- [Problem description]
For the material below, output exactly the span from the line with "pinky pip: (851, 976)" to the line with "ring dip: (1185, 921)", including both, and nothing besides.

- [Excerpted records]
----------------------------------------
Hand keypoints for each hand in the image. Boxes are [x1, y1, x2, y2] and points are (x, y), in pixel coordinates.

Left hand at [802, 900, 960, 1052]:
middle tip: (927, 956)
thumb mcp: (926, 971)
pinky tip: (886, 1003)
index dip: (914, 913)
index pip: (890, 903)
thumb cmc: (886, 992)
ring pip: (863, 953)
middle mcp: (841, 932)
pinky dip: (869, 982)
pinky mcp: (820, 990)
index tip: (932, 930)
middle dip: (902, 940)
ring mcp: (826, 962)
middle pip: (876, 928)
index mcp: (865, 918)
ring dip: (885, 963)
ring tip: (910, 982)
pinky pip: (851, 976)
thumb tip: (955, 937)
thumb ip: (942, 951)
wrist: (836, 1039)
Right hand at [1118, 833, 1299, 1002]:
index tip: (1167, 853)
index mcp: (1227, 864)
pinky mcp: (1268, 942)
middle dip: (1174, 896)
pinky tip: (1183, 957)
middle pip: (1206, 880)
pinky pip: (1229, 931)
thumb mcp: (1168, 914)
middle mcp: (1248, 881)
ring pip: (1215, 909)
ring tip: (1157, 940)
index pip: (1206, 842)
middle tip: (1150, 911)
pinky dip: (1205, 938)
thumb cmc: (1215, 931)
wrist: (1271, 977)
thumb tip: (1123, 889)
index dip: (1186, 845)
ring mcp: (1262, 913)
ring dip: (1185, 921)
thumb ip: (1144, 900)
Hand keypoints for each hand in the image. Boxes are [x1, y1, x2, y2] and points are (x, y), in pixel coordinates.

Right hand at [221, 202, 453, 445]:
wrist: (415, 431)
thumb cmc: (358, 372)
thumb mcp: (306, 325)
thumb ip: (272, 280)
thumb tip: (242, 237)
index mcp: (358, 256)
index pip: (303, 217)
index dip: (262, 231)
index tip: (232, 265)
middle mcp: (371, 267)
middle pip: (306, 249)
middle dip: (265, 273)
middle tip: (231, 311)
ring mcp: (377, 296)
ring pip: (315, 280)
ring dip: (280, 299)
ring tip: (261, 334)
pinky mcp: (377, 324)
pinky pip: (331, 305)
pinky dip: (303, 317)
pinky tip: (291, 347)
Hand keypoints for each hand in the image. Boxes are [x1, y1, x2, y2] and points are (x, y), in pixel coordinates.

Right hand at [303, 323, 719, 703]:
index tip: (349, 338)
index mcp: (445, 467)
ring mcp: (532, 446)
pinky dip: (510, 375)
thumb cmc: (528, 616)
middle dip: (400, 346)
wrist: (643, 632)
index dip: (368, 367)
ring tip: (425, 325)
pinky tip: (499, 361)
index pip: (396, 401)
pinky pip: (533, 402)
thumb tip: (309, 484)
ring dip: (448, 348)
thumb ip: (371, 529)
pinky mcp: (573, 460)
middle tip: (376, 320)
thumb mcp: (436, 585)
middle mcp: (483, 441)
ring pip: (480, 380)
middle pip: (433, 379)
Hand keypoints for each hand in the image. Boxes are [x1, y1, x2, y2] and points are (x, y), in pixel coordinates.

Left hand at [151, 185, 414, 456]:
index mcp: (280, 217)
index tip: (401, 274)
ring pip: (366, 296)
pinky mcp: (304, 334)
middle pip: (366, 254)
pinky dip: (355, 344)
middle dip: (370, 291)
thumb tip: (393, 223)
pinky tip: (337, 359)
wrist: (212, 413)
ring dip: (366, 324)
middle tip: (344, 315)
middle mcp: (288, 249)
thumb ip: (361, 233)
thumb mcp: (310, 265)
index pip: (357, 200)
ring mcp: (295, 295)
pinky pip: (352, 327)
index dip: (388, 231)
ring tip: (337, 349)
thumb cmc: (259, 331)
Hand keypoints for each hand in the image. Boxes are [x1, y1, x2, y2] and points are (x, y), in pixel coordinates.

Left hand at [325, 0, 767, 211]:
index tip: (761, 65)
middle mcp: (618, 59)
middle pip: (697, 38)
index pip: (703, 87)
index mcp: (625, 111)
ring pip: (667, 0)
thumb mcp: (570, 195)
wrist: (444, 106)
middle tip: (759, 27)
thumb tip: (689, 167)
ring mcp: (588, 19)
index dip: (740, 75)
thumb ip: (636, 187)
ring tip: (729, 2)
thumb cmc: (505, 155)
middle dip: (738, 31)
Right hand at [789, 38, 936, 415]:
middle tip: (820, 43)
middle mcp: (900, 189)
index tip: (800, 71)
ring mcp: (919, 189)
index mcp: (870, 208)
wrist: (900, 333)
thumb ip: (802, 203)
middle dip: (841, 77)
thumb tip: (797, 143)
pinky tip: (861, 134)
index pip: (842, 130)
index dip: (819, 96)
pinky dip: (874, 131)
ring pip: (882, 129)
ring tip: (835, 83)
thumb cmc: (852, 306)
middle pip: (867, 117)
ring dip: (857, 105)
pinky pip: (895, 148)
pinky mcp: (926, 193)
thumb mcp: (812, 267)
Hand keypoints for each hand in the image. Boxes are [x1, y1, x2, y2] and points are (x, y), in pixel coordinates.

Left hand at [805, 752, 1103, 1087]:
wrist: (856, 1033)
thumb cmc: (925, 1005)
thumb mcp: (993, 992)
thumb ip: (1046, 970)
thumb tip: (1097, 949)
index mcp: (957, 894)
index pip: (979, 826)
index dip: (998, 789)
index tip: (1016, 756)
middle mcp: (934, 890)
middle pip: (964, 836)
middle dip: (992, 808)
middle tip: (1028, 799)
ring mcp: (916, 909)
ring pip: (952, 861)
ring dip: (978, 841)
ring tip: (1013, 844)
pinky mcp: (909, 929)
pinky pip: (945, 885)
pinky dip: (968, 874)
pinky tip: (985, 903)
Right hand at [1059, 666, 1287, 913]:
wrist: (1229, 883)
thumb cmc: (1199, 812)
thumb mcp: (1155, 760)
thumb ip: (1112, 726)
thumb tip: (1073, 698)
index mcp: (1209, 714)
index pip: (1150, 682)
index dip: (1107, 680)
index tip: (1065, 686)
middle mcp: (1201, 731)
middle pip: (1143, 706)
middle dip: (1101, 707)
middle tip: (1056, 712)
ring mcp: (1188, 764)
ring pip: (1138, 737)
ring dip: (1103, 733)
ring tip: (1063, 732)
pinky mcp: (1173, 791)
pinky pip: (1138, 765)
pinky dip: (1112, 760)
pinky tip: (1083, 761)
----------------------------------------
- [Output for this exercise]
pinky pip: (851, 976)
thumb tip: (955, 937)
thumb ip: (942, 951)
wrist: (836, 1039)
Right hand at [1118, 833, 1299, 1002]:
index tip: (1167, 853)
index mcp: (1227, 864)
pinky mcp: (1268, 942)
middle dip: (1174, 896)
pinky tip: (1183, 957)
middle pip: (1206, 880)
pinky pip: (1229, 931)
thumb mcp: (1168, 914)
middle mcp: (1248, 881)
ring pip: (1215, 909)
ring tip: (1157, 940)
index pip: (1206, 842)
middle tip: (1150, 911)
pinky dip: (1205, 938)
thumb cmc: (1215, 931)
wrist: (1271, 977)
thumb tip: (1123, 889)
index dip: (1186, 845)
ring mcp: (1262, 913)
ring dip: (1185, 921)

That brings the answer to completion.